There are numerous episodes in the senior Dutt’s life which have been documented in writing but still would make for interesting cinema material. The first episode is his relationship with Nargis, who was at the top of her career when they got married while he was just three films old. Their relationship, documented in books like Darlingji and Mr. and Mrs. Dutt, has been much discussed and written about. However, what would serve as an interesting vignette for cinema is the upturn Dutt senior’s career took post his marriage, when he got on to dominate the industry for nearly a decade.

 

Some of the best artistes have had a dark and troubled personal life, one that makes for great cinema. However, few artistes have lived a life as filled with empathy and compassion amid tough situations as the senior Dutt did.

 

The second episode concerns his life as a filmmaker, one with both a patriotic and an experimental streak. His second production, Mujhe Jeene Do (1963), is about a dacoit who wishes to reform after falling in love. His first directorial venture, Yaadein (1964), is among the very few single-actor films. His later productions — like Reshma Aur Shera (1971), a Rajasthan-centred take on the Romeo and Juliet story, Dard ka Rishta and Ye Aag Kab Bujhegi were also in some ways reflective of his approach to life — full of compassion with no bitterness or malice.

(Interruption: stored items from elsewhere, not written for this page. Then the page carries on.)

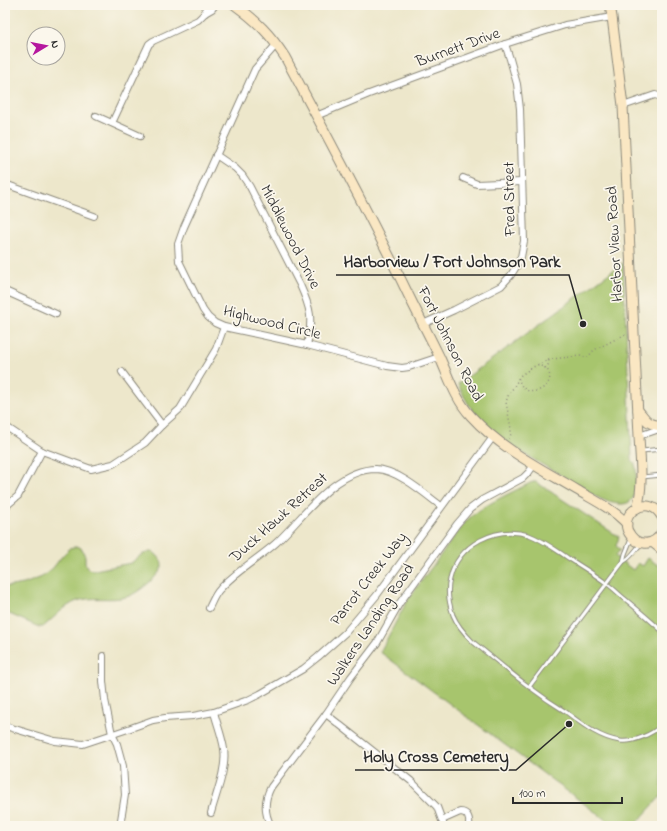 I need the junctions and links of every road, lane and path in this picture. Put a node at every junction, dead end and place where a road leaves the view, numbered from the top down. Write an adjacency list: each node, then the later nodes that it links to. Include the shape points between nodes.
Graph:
1 (206, 5): 5 (street)
2 (215, 5): 5 (street)
3 (235, 5): 7 (main road, Fort Johnson Road, via 258,22)
4 (610, 5): 6 (main road, Harbor View Road)
5 (205, 13): 13 (street, via 198,20 149,44)
6 (612, 17): 8 (street, Burnett Drive, via 565,25); 10 (main road, Harbor View Road)
7 (276, 44): 12 (main road, Fort Johnson Road); 15 (street, Highwood Circle, via 255,69)
8 (505, 44): 12 (street, Burnett Drive, via 368,94); 17 (street, Fred Street, via 517,84)
9 (662, 97): 10 (street, via 655,95)
10 (623, 106): 24 (main road, Harbor View Road)
11 (96, 116): 13 (street)
12 (316, 116): 22 (main road, Fort Johnson Road)
13 (112, 123): 14 (street)
14 (140, 136)
15 (216, 155): 23 (street, Highwood Circle, via 184,227 177,252 203,310 208,317); 25 (street, Middlewood Drive, via 235,168 246,181 300,285 310,308 311,321)
16 (463, 178): 17 (street, via 477,184)
17 (522, 182): 22 (street, Fred Street, via 524,241 521,257 511,275 501,286)
18 (5, 184): 19 (street)
19 (94, 216)
20 (5, 291): 21 (street)
21 (56, 314)
22 (423, 324): 26 (main road, Fort Johnson Road)
23 (224, 327): 25 (street, Highwood Circle); 33 (street, via 216,349 180,410)
24 (634, 332): 27 (path, via 594,350 587,358 580,356); 32 (main road, Harbor View Road)
25 (307, 345): 26 (street, Highwood Circle, via 394,367 409,367)
26 (439, 358): 37 (main road, Fort Johnson Road, via 464,407)
27 (549, 359): 28 (path); 29 (path)
28 (538, 364): 29 (path); 31 (path)
29 (545, 368): 31 (path, via 550,380 536,392 522,387)
30 (122, 372): 33 (street)
31 (518, 378): 38 (path, via 506,402 511,434)
32 (638, 410): 35 (main road, via 647,421); 36 (main road, Harbor View Road)
33 (162, 425): 40 (street, via 145,443 112,464 91,469)
34 (5, 426): 40 (street)
35 (662, 427): 36 (street)
36 (640, 436): 41 (main road, Harbor View Road)
37 (493, 437): 38 (main road, Fort Johnson Road); 46 (street, Parrot Creek Way)
38 (504, 446): 42 (main road, Fort Johnson Road)
39 (662, 449): 41 (lane)
40 (42, 451): 45 (street, via 18,496)
41 (640, 451): 44 (main road, Harbor View Road)
42 (534, 464): 47 (main road, Fort Johnson Road); 62 (street, Walkers Landing Road, via 523,478 482,500 457,524 399,604 377,643)
43 (662, 475): 44 (lane)
44 (641, 480): 48 (main road, Harbor View Road, via 639,501); 49 (main road, Harbor View Road, via 645,498)
45 (5, 506)
46 (441, 506): 57 (street, Duck Hawk Retreat, via 398,475 378,469 352,475 324,493 277,542 236,574 219,590); 61 (street, Parrot Creek Way, via 377,595 346,632 318,658 260,694)
47 (604, 506): 48 (main road, Fort Johnson Road, via 627,511); 50 (main road, Fort Johnson Road)
48 (635, 509): 49 (main road, Fort Johnson Road, via 648,506); 50 (main road, Harbor View Road)
49 (659, 511)
50 (626, 524): 52 (main road)
51 (662, 534): 53 (main road)
52 (632, 537): 53 (main road); 55 (lane)
53 (647, 543): 54 (main road); 55 (lane, via 636,549 630,558)
54 (662, 550)
55 (623, 562): 56 (lane)
56 (607, 583): 58 (lane); 60 (lane); 60 (lane, via 538,539 518,533 495,534 476,542 464,552 450,580 450,603 454,616 473,642)
57 (209, 608)
58 (662, 630)
59 (103, 656): 65 (street, via 105,700)
60 (529, 687): 63 (lane, via 600,735 610,739 632,740)
61 (214, 712): 65 (street, Parrot Creek Way, via 152,720); 66 (street, via 224,758)
62 (326, 714): 67 (street, via 411,781 437,807); 69 (street, Walkers Landing Road, via 271,787 265,807)
63 (662, 725)
64 (5, 726): 65 (street, Parrot Creek Way, via 55,741 83,744)
65 (112, 734): 68 (street, via 123,766 124,796)
66 (211, 813)
67 (443, 823): 70 (street, via 463,812 469,817)
68 (120, 826)
69 (271, 826)
70 (469, 826) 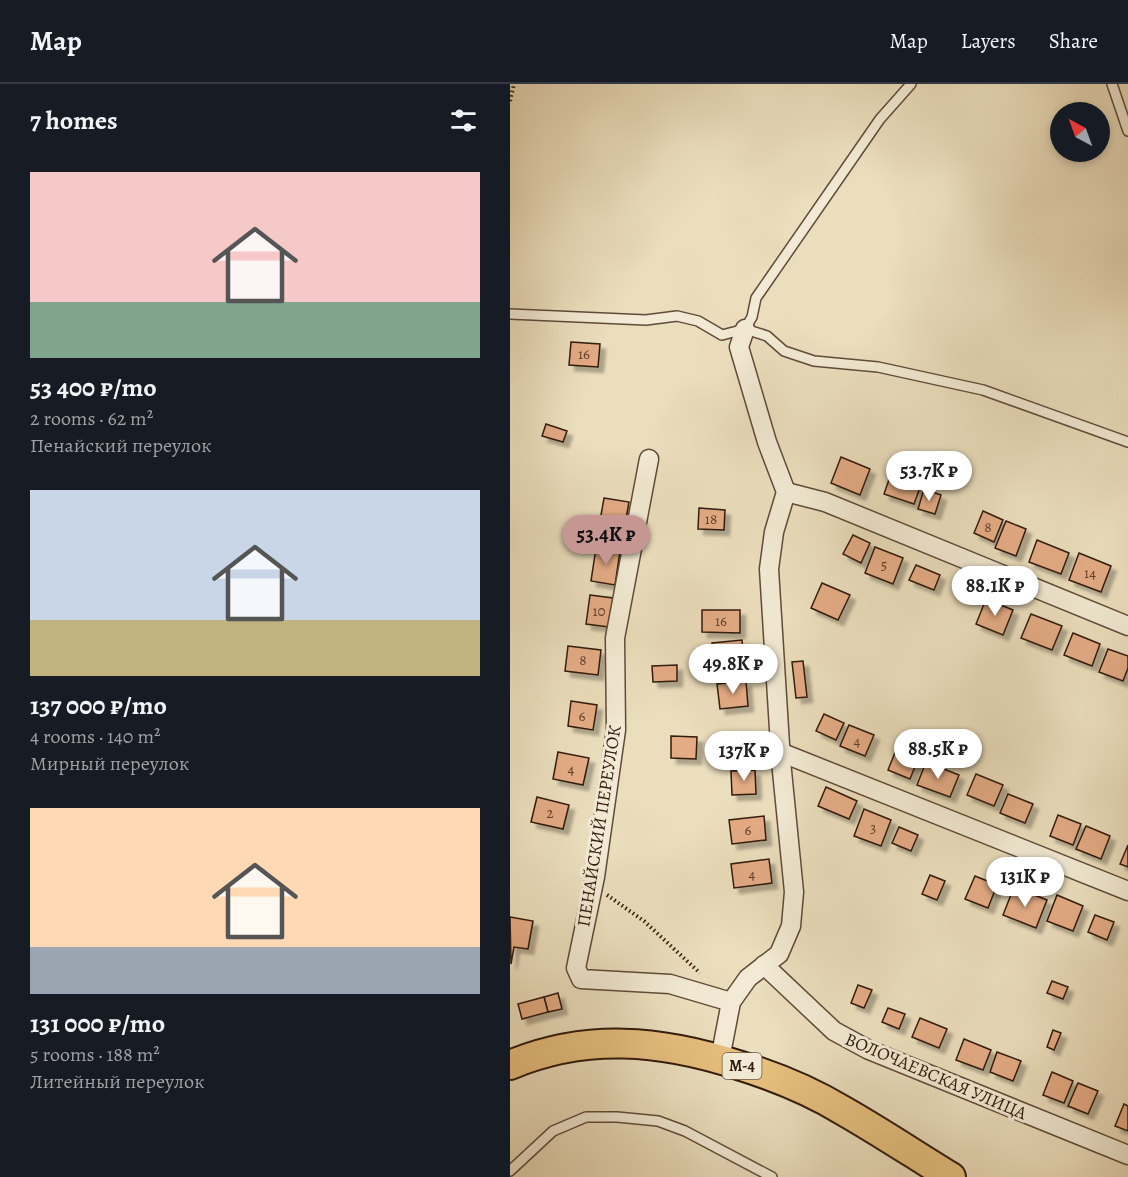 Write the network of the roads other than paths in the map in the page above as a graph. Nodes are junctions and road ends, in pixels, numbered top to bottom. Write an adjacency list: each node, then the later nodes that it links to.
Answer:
1 (911, 84): 5 (lane)
2 (1112, 84): 3 (lane)
3 (1128, 131)
4 (510, 314): 5 (lane)
5 (745, 329): 6 (lane); 8 (street)
6 (1128, 442)
7 (649, 459): 13 (street, ПЕНАЙСКИЙ ПЕРЕУЛОК)
8 (786, 492): 9 (street); 10 (street)
9 (1128, 626)
10 (780, 752): 11 (street); 12 (street)
11 (1128, 891)
12 (765, 965): 13 (street); 16 (street, ВОЛОЧАЕВСКАЯ УЛИЦА)
13 (731, 1002): 14 (street)
14 (720, 1059): 15 (highway, М-4); 19 (highway, М-4)
15 (510, 1065)
16 (1128, 1155)
17 (510, 1171): 18 (lane)
18 (772, 1177)
19 (951, 1177)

Dutt’s career graph as an actor can be segmented into various phases. In his early years played two broad categories of roles — one was the idealist and the other was the rebel. The role of Birju in his very third film Mother India (1957) acted as a template for many famous writers, including Salim-Javed, in creating the characters of angry young men with a troubled childhood seeking redemption for themselves and their family through violence and gore. The second type of role, that of an idealist in the form of a journalist or a writer, were backed by strong lyrics from Sahir Ludhianvi in many cases, whom Dutt Sr. identifies as an ustad in Sanju.

Dutt’s tribulations due to being the father of a drug addict and an accused is shown in Sanju. However, what is not shown is: why did a patriot like Dutt, who swore by honesty, go out of his way to save someone whose life looked irredeemable, efforts that made him compromise on his values and approach someone like Bal Thackerey? Was his love for his son the only reason? Was he a Dhritarashtra blinded by an unconditional affection for a son whose wrong choices were affecting more than just his immediate family members? This is one aspect a film on the older Dutt has to explore.

 

 

Another interesting bit of trivia concerning the senior Dutt’s life that can be shown concerns the role Dilip Kumar inadvertently played in his career. When Dutt went to director Ramesh Saigal for an audition in the mid-1950s, he did not own the right kind of costume. Saigal, who had done some films with Dilip Kumar by then and was filming Shikast with him, asked the aspiring actor to try the ill-fitting clothes of the senior actor. Saigal went on to direct the senior Dutt's debut, Railway Platform (1955). The senior Dutt's first major role was one Dilip Kumar walked out of, the role of Birju in Mother India. Even as politicians, their careers had a somewhat similar arc. They both served as Sheriffs of Mumbai, were both lifelong Congressmen, and worked in the difficult ’90s to rehabilitate the riot-affected Mumbaites.

Some of the best artistes have had a dark and troubled personal life, one that makes for great cinema. However, few artistes have lived a life as filled with empathy and compassion amid tough situations as the senior Dutt did. This is one factor that makes his story truly worthy of the big screen.